[Exercise description] Figure out the number of lines in the data that hold the string "nodes". Reply with that figure only.

━━ Records for processing

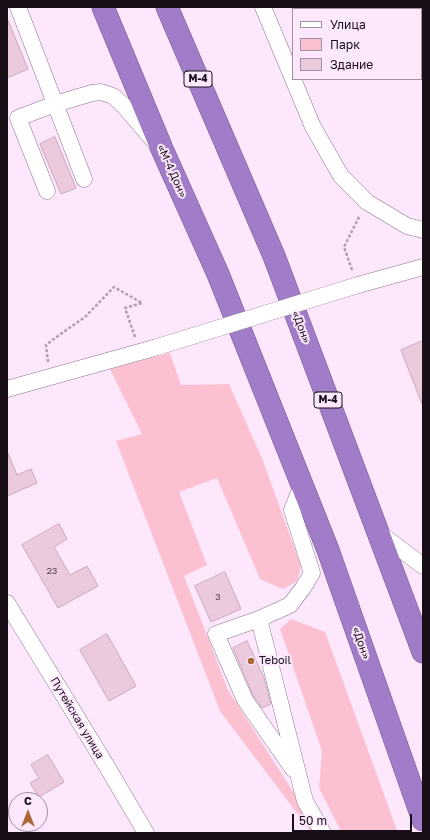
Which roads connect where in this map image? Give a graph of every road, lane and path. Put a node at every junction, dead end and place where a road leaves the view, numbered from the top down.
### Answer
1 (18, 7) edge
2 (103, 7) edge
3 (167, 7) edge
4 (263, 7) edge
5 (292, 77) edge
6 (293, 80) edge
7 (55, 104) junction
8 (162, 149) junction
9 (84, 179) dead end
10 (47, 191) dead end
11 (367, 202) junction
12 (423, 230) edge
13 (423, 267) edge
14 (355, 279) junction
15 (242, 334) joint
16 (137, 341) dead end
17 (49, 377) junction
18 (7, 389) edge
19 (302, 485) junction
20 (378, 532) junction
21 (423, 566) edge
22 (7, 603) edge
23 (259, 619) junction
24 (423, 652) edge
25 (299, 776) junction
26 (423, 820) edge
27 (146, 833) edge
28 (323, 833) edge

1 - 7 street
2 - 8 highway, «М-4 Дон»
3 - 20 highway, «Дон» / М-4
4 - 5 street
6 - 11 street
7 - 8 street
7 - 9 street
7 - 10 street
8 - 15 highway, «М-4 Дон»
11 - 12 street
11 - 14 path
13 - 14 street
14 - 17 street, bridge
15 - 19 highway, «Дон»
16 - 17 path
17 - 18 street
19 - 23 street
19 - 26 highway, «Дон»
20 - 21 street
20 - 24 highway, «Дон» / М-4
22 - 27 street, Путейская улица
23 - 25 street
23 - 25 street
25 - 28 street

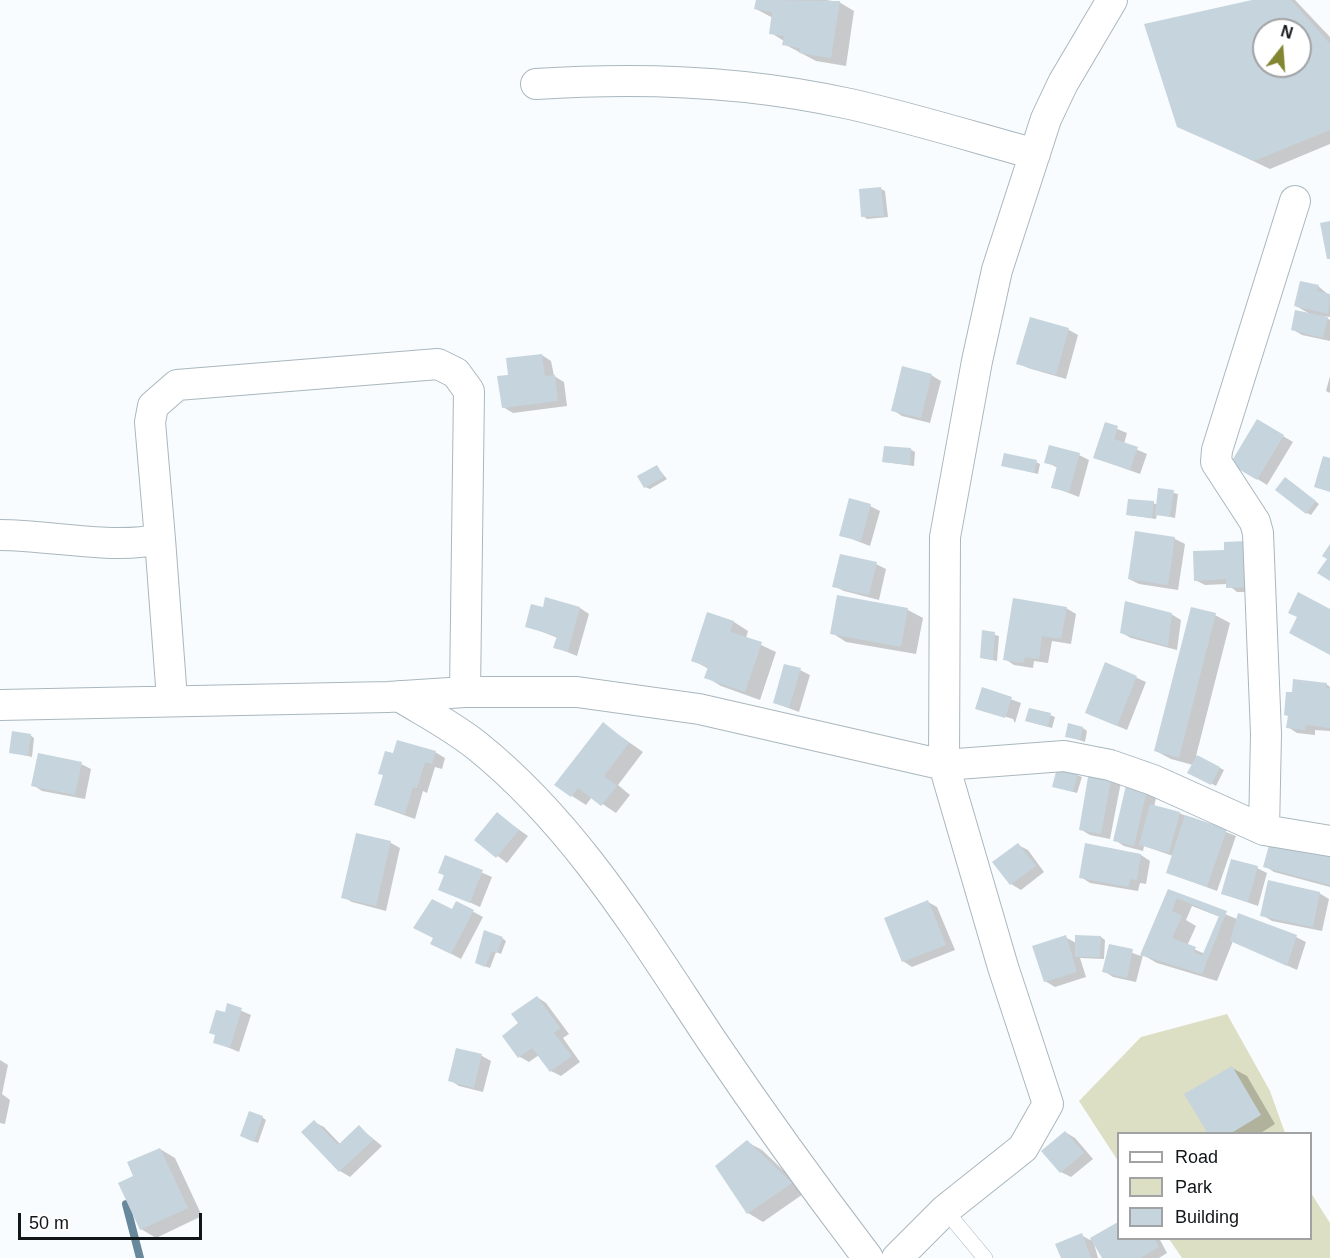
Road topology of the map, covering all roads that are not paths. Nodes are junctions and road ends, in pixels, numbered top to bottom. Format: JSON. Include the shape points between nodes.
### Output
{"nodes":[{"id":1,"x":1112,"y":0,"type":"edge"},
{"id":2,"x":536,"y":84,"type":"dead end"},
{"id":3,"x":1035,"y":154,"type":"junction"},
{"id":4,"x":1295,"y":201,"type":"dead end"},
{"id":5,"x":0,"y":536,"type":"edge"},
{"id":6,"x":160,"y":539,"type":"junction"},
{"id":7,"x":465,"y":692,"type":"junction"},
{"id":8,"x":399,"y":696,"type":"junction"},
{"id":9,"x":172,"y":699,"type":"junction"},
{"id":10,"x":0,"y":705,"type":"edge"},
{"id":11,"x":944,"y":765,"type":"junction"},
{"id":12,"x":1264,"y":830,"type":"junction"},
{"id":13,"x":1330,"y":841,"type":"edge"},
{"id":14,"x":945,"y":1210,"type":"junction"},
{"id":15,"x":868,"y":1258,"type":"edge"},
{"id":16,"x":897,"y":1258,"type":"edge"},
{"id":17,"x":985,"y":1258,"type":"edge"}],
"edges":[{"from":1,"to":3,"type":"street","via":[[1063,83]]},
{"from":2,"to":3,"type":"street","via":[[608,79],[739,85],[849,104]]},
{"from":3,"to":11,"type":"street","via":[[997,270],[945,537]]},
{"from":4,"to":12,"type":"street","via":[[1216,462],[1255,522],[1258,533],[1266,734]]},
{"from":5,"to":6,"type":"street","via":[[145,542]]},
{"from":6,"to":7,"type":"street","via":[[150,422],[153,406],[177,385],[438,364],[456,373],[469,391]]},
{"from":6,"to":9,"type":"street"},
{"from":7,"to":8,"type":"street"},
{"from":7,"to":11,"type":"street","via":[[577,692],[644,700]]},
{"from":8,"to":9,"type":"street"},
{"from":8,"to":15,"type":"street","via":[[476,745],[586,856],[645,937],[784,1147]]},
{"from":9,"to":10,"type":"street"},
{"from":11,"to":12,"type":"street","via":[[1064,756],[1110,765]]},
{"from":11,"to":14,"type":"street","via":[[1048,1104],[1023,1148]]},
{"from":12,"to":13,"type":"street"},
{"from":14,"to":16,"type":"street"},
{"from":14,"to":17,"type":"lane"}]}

━━━━
━━ Records for processing

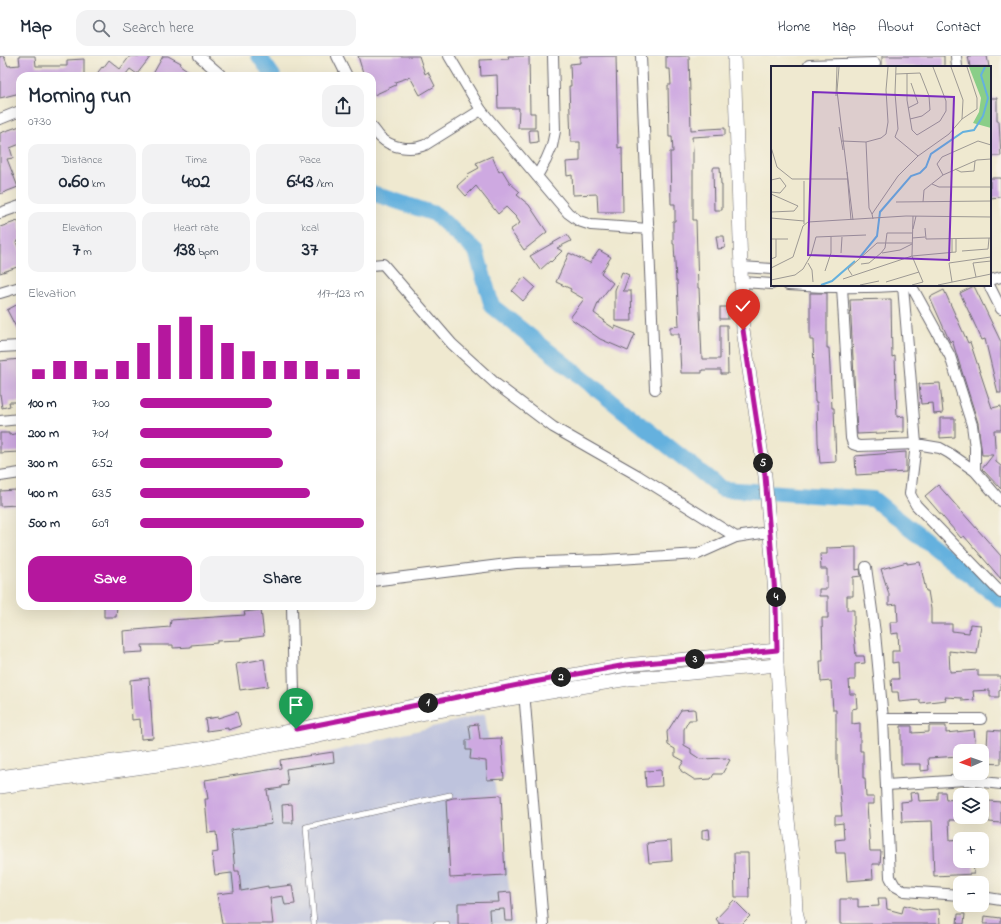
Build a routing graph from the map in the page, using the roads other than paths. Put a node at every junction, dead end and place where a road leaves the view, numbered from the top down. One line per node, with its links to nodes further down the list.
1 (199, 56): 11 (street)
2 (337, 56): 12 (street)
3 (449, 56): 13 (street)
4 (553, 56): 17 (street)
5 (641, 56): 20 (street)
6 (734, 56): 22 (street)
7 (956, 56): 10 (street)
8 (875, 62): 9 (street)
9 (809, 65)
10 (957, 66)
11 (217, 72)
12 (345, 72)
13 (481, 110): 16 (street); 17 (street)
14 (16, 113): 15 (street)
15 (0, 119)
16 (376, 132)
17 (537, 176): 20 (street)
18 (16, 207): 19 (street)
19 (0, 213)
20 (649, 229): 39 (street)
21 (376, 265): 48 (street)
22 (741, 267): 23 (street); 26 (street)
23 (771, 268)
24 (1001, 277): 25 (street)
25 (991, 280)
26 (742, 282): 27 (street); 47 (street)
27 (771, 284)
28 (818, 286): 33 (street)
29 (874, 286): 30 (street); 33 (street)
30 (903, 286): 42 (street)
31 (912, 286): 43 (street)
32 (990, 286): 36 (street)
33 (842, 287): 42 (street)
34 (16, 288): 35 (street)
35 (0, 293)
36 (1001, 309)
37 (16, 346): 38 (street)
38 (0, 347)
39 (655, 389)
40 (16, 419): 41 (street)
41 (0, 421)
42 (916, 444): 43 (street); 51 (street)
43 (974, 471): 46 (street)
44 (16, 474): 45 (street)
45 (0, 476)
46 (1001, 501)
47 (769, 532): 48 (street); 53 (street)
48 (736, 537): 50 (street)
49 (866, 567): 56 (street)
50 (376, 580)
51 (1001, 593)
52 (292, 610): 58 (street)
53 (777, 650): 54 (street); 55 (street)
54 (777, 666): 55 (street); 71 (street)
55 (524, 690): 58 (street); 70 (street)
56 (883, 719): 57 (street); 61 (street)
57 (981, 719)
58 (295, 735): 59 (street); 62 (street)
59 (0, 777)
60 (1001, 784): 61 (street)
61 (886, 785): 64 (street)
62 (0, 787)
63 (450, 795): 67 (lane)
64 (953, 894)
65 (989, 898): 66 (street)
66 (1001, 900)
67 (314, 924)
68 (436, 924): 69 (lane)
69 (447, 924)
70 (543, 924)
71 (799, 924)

━━━━

[Problem solution] 3